Every line in the records below with the string "ROSALES" needs to be copied out.

(Saved data entries)
== == ==

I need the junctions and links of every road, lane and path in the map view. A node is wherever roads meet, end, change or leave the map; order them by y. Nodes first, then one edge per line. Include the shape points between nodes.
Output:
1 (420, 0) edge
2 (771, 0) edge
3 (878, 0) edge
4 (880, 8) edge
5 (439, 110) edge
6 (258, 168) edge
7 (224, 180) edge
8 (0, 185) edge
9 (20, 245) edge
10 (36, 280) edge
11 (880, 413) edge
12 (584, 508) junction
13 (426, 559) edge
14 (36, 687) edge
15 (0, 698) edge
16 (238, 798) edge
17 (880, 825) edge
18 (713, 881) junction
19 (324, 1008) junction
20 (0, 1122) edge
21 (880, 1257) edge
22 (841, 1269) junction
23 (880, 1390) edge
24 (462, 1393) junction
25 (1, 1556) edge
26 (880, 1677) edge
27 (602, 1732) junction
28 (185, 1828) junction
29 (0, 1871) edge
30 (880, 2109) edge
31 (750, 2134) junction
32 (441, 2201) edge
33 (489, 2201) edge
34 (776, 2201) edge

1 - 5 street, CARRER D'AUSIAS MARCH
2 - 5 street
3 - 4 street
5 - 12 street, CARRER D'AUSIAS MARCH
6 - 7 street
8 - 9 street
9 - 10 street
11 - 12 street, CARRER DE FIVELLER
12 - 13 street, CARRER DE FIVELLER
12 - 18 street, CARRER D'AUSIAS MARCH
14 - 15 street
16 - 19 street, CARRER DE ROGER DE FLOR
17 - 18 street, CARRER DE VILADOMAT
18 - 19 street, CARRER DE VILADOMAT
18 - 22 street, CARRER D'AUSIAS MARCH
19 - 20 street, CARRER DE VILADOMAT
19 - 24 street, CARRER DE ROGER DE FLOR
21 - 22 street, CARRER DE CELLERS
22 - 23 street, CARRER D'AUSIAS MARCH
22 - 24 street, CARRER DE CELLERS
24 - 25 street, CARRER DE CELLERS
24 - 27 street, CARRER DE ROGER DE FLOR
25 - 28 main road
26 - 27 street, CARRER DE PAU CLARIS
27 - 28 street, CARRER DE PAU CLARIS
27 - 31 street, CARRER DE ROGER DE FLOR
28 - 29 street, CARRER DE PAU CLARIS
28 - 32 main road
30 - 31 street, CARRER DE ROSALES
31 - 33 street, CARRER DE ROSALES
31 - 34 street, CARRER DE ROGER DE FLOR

== == ==

### Solution to this exercise
30 - 31 street, CARRER DE ROSALES
31 - 33 street, CARRER DE ROSALES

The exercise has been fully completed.